Don’t Believe Your Own Hype

Sunday, April 27, 2008


When I was taking my MBA, I had the fortune to work for a very successful man.  I asked him “what’s the biggest mistake that MBA students make when they enter the workforce?”  His reply: “they believe too much in their own models.”

This advice has stuck with me and I’m very cognizant that when I’m doing something, whatever model I have (be it mental or an explicit spreadsheet) is only valid if two conditions holds.  First, I’ve got to have the right set of data/inputs.  Secondly, the logic of my model has to be sound: there’s an assumption in it somewhere and I have to be explicitly aware of what it is.

With this as my philosophy, I was fascinated to read The New York Times Magazine’s article, Triple-A Failure.  It talks about how the bond rating agencies, and Moody’s in particular, helped create the sub-prime lending disaster (current cost: an estimated $250 billion and counting).

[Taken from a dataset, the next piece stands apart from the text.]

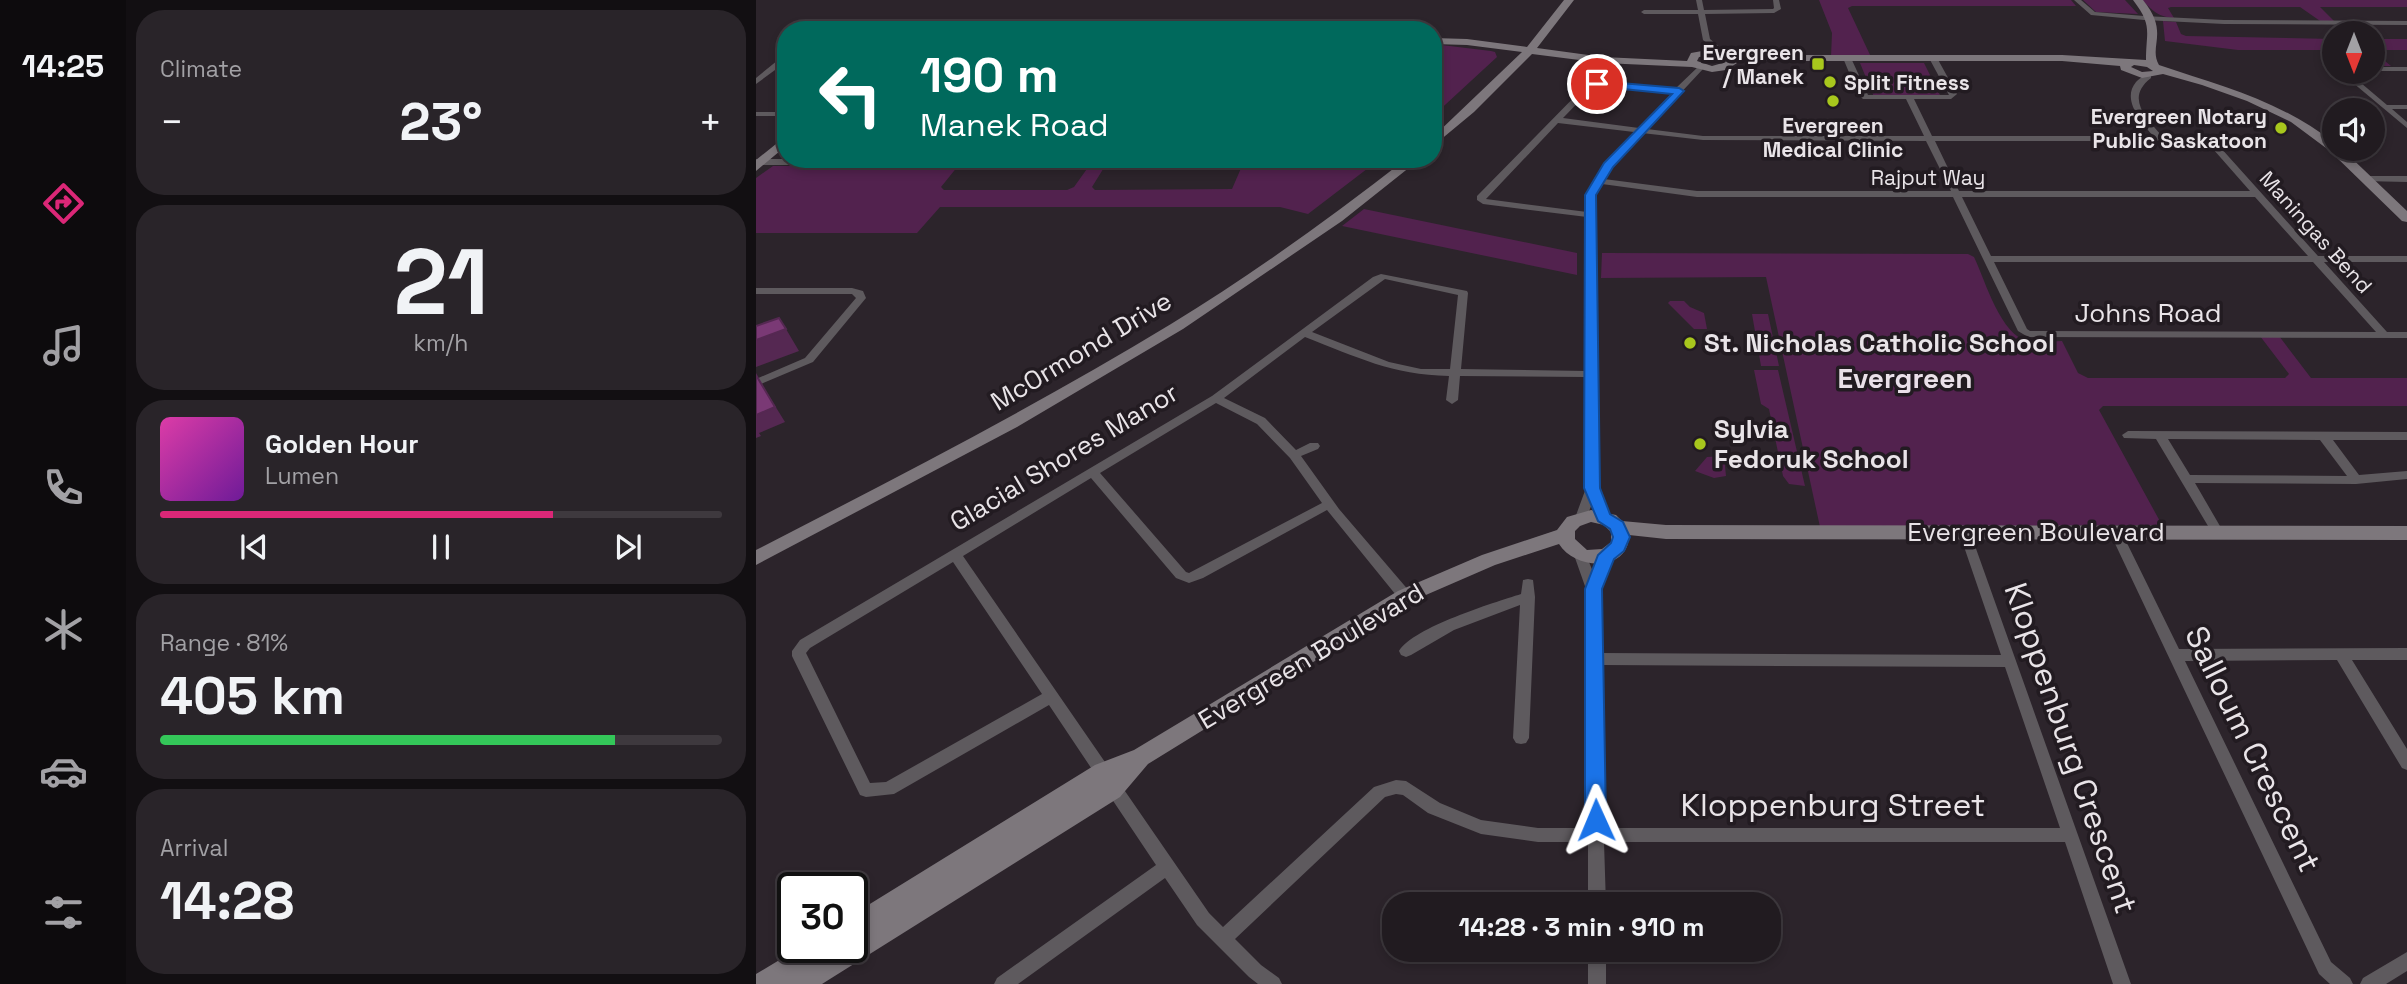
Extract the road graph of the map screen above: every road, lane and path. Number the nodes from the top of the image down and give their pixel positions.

The article is long (and well worth reading), but it comes down to this.  The bond rating agencies modeled how likely mortgages were to fail.  They had all the right data.  But they had one wrong assumption: that these mortgages were just like every other mortgage they’d ever modeled before.

Take a dash of “right data”, a pinch of “wrong assumption” and add “leverage” and you’ve got a recipe for financial disaster.

The bond rating agencies believed too strongly in their own models.  Don’t make the same mistake.